Exercise directions
Write the data out again, word for word.

Collected data
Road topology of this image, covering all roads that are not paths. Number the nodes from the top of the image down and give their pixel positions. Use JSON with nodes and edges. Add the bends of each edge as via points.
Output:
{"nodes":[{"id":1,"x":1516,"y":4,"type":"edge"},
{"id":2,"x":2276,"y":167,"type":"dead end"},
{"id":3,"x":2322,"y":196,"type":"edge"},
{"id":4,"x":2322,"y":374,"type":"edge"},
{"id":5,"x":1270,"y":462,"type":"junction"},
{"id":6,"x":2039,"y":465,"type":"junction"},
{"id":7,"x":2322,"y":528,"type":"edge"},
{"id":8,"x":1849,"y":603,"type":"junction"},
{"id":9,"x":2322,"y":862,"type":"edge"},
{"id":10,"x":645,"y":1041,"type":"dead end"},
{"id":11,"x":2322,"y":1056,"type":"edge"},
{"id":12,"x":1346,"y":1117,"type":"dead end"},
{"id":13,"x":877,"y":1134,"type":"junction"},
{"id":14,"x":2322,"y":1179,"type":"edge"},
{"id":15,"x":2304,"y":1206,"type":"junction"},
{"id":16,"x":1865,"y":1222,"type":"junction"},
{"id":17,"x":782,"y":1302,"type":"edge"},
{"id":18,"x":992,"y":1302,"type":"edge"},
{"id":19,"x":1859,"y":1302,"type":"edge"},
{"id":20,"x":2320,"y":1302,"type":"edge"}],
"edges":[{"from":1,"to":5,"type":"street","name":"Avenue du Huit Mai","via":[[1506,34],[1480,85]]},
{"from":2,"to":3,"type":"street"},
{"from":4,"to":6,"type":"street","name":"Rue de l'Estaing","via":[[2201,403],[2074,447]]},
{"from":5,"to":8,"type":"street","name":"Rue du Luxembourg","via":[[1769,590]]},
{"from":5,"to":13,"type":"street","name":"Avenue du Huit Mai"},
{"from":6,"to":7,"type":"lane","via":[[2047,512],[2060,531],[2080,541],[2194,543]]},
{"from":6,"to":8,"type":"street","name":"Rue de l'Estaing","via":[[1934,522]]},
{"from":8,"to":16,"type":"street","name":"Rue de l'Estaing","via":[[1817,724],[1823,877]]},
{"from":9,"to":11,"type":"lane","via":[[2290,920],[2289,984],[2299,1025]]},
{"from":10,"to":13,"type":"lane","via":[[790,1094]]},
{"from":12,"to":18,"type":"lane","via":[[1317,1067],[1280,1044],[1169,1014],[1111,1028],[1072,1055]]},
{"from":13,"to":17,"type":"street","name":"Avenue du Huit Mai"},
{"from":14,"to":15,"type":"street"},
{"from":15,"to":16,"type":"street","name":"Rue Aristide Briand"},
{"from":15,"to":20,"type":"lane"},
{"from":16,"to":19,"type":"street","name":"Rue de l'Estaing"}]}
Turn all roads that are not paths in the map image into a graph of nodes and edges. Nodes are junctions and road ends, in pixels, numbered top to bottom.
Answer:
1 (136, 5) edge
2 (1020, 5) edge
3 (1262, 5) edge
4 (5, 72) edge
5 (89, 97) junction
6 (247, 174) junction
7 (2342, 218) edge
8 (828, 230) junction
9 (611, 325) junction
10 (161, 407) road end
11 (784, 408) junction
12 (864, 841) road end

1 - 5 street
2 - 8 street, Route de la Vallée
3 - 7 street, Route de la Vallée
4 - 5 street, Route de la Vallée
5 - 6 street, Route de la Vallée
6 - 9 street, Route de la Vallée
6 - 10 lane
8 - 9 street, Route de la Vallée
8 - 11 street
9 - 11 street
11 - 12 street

Reply to the exercise
Road topology of this image, covering all roads that are not paths. Number the nodes from the top of the image down and give their pixel positions. Use JSON with nodes and edges. Add the bends of each edge as via points.
Output:
{"nodes":[{"id":1,"x":1516,"y":4,"type":"edge"},
{"id":2,"x":2276,"y":167,"type":"dead end"},
{"id":3,"x":2322,"y":196,"type":"edge"},
{"id":4,"x":2322,"y":374,"type":"edge"},
{"id":5,"x":1270,"y":462,"type":"junction"},
{"id":6,"x":2039,"y":465,"type":"junction"},
{"id":7,"x":2322,"y":528,"type":"edge"},
{"id":8,"x":1849,"y":603,"type":"junction"},
{"id":9,"x":2322,"y":862,"type":"edge"},
{"id":10,"x":645,"y":1041,"type":"dead end"},
{"id":11,"x":2322,"y":1056,"type":"edge"},
{"id":12,"x":1346,"y":1117,"type":"dead end"},
{"id":13,"x":877,"y":1134,"type":"junction"},
{"id":14,"x":2322,"y":1179,"type":"edge"},
{"id":15,"x":2304,"y":1206,"type":"junction"},
{"id":16,"x":1865,"y":1222,"type":"junction"},
{"id":17,"x":782,"y":1302,"type":"edge"},
{"id":18,"x":992,"y":1302,"type":"edge"},
{"id":19,"x":1859,"y":1302,"type":"edge"},
{"id":20,"x":2320,"y":1302,"type":"edge"}],
"edges":[{"from":1,"to":5,"type":"street","name":"Avenue du Huit Mai","via":[[1506,34],[1480,85]]},
{"from":2,"to":3,"type":"street"},
{"from":4,"to":6,"type":"street","name":"Rue de l'Estaing","via":[[2201,403],[2074,447]]},
{"from":5,"to":8,"type":"street","name":"Rue du Luxembourg","via":[[1769,590]]},
{"from":5,"to":13,"type":"street","name":"Avenue du Huit Mai"},
{"from":6,"to":7,"type":"lane","via":[[2047,512],[2060,531],[2080,541],[2194,543]]},
{"from":6,"to":8,"type":"street","name":"Rue de l'Estaing","via":[[1934,522]]},
{"from":8,"to":16,"type":"street","name":"Rue de l'Estaing","via":[[1817,724],[1823,877]]},
{"from":9,"to":11,"type":"lane","via":[[2290,920],[2289,984],[2299,1025]]},
{"from":10,"to":13,"type":"lane","via":[[790,1094]]},
{"from":12,"to":18,"type":"lane","via":[[1317,1067],[1280,1044],[1169,1014],[1111,1028],[1072,1055]]},
{"from":13,"to":17,"type":"street","name":"Avenue du Huit Mai"},
{"from":14,"to":15,"type":"street"},
{"from":15,"to":16,"type":"street","name":"Rue Aristide Briand"},
{"from":15,"to":20,"type":"lane"},
{"from":16,"to":19,"type":"street","name":"Rue de l'Estaing"}]}
Turn all roads that are not paths in the map image into a graph of nodes and edges. Nodes are junctions and road ends, in pixels, numbered top to bottom.
Answer:
1 (136, 5) edge
2 (1020, 5) edge
3 (1262, 5) edge
4 (5, 72) edge
5 (89, 97) junction
6 (247, 174) junction
7 (2342, 218) edge
8 (828, 230) junction
9 (611, 325) junction
10 (161, 407) road end
11 (784, 408) junction
12 (864, 841) road end

1 - 5 street
2 - 8 street, Route de la Vallée
3 - 7 street, Route de la Vallée
4 - 5 street, Route de la Vallée
5 - 6 street, Route de la Vallée
6 - 9 street, Route de la Vallée
6 - 10 lane
8 - 9 street, Route de la Vallée
8 - 11 street
9 - 11 street
11 - 12 street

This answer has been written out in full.